New Writing with New Contemporaries: Online

Extinct Moons and Silent Splinters(1).jpeg

Anna-Rose Stefatou, Extinct Moons and Silent Splinters.

New Writing with New Contemporaries: Online

17 February 2021 -

An online event of readings, moving image, audio and performances by a number of the artists selected for New Contemporaries 2020 who, in various approaches, are working with writing as part of or central to their practice. Literature, performance writing and spoken word are increasingly popular forms for contemporary art practice, yet are often challenging to showcase in exhibitions. This programme aims to support and publicly present experimental writing by a diverse group of emerging artists.

Contributing artists: Zethu Maseko, Rene Matić, Sophie Ruigrok, Anna-Rose Stefatou and Ahren Warner.

Each artist will introduce their works followed by a live streaming of new audio and moving image works that have writing at their core.

Wednesday, 17 February, 6:00 - 7:30pm




Check out more of the artists' work:

BNC2020 Digital Platform


Zethu Maseko's work explores ancient and contemporary mythology in relation to identity. She practices indigenising her internal and external conversation around the human experience, specifically in relation to water and interconnectedness with the land. She works across performance, film, costume, tapestry, sound and often delivers workshops. Zethu describes herself as a Cultural worker, artist, curator and is founder and practicing member of North London Creative Resistance. She graduated from Goldsmiths, University of London in 2020 with a First Class BA (Hons) in Fine Art and on graduating was awarded the Nicholas and Andrie Tooth Travelling Scholarship and selected for New Contemporaries 2020.
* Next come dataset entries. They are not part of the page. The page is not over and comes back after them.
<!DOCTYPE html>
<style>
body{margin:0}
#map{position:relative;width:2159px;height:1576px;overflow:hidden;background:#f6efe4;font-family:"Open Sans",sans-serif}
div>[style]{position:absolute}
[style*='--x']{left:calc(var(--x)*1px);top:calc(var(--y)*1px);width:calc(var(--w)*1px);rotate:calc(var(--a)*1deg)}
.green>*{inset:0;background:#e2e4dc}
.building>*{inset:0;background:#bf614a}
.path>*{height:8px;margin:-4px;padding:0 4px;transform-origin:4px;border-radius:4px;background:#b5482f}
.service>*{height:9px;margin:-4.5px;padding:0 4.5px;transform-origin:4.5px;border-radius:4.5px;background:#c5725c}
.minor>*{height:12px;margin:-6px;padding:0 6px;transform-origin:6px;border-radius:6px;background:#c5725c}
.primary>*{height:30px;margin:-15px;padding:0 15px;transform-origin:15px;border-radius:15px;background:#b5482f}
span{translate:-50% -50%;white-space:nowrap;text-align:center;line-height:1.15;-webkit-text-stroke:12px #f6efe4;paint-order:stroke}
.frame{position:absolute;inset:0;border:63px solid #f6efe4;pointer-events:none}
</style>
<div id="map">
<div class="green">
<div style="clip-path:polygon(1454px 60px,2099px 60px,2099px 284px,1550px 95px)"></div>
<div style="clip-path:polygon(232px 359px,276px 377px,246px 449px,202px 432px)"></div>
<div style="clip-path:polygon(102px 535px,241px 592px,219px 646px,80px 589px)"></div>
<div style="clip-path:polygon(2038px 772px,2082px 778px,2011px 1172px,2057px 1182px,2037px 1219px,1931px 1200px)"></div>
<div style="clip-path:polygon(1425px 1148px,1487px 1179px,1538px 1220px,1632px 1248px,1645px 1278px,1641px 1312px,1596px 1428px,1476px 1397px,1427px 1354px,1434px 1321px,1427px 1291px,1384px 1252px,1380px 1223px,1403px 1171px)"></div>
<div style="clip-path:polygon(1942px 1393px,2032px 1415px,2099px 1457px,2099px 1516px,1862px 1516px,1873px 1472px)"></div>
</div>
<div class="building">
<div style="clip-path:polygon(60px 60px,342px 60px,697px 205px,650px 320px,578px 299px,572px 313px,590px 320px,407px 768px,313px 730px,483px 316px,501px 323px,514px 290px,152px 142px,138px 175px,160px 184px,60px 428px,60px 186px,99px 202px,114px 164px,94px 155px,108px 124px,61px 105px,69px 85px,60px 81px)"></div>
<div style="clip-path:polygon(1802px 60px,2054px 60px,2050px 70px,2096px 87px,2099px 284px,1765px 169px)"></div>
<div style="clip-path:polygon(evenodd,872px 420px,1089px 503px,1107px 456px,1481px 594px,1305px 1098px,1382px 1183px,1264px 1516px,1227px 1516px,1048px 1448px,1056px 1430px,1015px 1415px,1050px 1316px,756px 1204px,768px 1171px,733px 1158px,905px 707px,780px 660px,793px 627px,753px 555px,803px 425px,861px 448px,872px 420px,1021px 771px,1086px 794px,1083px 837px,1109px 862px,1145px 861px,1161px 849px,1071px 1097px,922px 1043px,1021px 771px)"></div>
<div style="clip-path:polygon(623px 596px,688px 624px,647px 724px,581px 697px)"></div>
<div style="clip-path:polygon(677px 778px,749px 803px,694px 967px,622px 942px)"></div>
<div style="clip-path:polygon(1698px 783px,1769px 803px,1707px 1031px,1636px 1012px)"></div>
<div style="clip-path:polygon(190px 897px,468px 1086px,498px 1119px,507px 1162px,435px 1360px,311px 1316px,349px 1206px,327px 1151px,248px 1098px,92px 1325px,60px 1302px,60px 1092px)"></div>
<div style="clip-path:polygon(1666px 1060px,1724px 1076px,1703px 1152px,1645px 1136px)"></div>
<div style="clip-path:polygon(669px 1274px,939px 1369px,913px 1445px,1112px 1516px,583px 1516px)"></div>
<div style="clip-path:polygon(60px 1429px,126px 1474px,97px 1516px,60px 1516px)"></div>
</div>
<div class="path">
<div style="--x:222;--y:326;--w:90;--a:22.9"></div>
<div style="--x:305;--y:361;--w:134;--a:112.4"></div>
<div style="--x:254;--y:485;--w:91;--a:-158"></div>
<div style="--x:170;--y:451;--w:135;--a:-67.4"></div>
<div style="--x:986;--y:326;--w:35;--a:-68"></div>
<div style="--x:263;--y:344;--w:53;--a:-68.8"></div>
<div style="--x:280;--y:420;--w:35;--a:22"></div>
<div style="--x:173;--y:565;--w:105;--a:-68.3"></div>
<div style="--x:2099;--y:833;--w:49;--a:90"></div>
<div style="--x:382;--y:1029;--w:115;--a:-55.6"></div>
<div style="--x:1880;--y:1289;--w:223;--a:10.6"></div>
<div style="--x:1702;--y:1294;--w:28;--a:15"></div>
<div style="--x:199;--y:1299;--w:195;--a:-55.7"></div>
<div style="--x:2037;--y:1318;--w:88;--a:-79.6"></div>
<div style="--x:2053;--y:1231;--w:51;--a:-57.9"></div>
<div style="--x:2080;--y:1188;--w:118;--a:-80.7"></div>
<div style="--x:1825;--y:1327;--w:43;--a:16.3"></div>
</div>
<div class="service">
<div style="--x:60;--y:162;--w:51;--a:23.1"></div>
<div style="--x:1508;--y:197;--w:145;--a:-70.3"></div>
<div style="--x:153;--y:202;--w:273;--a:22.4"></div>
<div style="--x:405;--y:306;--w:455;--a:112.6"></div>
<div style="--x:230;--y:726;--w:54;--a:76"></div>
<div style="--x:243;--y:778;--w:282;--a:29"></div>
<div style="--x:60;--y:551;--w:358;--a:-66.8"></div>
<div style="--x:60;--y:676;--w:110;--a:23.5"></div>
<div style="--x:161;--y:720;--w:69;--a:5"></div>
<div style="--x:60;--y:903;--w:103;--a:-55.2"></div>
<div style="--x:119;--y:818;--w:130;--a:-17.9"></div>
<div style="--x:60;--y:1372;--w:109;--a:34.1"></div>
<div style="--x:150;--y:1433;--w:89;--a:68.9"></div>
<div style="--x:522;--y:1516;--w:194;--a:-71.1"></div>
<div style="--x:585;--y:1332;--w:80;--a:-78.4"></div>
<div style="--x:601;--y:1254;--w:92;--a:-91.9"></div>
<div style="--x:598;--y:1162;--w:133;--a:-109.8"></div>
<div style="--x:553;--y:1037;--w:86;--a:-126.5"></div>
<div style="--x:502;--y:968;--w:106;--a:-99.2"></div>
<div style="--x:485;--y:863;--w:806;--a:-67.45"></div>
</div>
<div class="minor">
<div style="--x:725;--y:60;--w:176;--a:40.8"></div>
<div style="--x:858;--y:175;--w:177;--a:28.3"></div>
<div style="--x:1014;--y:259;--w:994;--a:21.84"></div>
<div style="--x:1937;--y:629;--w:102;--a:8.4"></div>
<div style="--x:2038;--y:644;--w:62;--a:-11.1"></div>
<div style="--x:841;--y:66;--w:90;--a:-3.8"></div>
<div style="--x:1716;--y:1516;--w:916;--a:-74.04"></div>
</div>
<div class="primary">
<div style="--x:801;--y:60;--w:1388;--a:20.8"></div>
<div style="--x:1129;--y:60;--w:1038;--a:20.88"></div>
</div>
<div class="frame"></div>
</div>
Rene Matić (b. 1997, Peterborough) is an artist currently working in London. Their work brings together themes of post-blackness, glitch feminism and subcultural theory in a meeting place they describe as rude(ness) – bringing to light (or dark) the fated conflicts and contradictions that one encounters while navigating the world in a body like their own. Matić’s research reaches back to post-war Britain and the survival tactics and ‘tap dances’ of Britain’s Brown babies. They take their departure point from dance and music movements such as Northern soul, Ska and 2-Tone. Matić’s current work predominantly explores the Skinhead movement, its founding as a multicultural marriage between West Indian and white working-class culture and its subsequent co-option by far-right white supremacists. They use this as a metaphor to examine their own experience of living in the Black British diaspora, to excavate white jealousy, the continued legacy of colonialism and the fear of a Black planet - all things which find convergence within and upon their mixed-race identity.

Sophie Ruigrok is an artist working in drawing and painting, and is currently exploring sound. She graduated from The Drawing Year at the Royal Drawing School in December 2019, and has since been selected for New Contemporaries 2020. In 2020, she exhibited in London and Amsterdam and took part in a residential programme at ecological co-op, Montemero, in Almería, Spain. Throughout 2021 she will be an artist in residence and community facilitator at Proposition’s Studio’s Eco-Syntax residency in Derbyshire, UK. Sophie writes art criticism and has contributed to frieze, Apollo, Dazed, Elephant and thisistomorrow.

Anna-Rose Stefatou (b. 1996) is a Greek-British interdisciplinary artist; she primarily works with moving image and writing. She completed a BA Fine Art at The Slade School of Fine Art in London (2019), during which she took a semester abroad at The Academy of Fine Arts in Vienna (2018). In her work, poetics and ecology merge through imagery that traces itself back to both cosmic and personal memory archives; the entanglement of time, light and memory is at the centre of her practice. She looks into the landscapes of kinship between human and more-than human beings, through slippage and rupture.

Ahren Warner writes, makes films and takes photographs. Recent work has included the book and film The sea is spread and cleaved and furled (Prototype, 2020) and a book of poems and photographs, Hello. Your promise has been extracted (Bloodaxe, 2017). His work has been exhibited at venues including the Nikola Tesla Museum (Zagreb), Centro de Cultura Digital (Mexico City) and Great North Museum (Newcastle), whilst he also appears regularly at literary events and festivals, including for the BBC Proms, Royal Festival Hall and British Council. A new book, I’m *totally* killing your vibes, is due to be published by Bloodaxe in 2021.

The project is in partnership with South London Gallery and is supported by New Contemporaries: Bridget Riley Artists’ Professional Development Programme.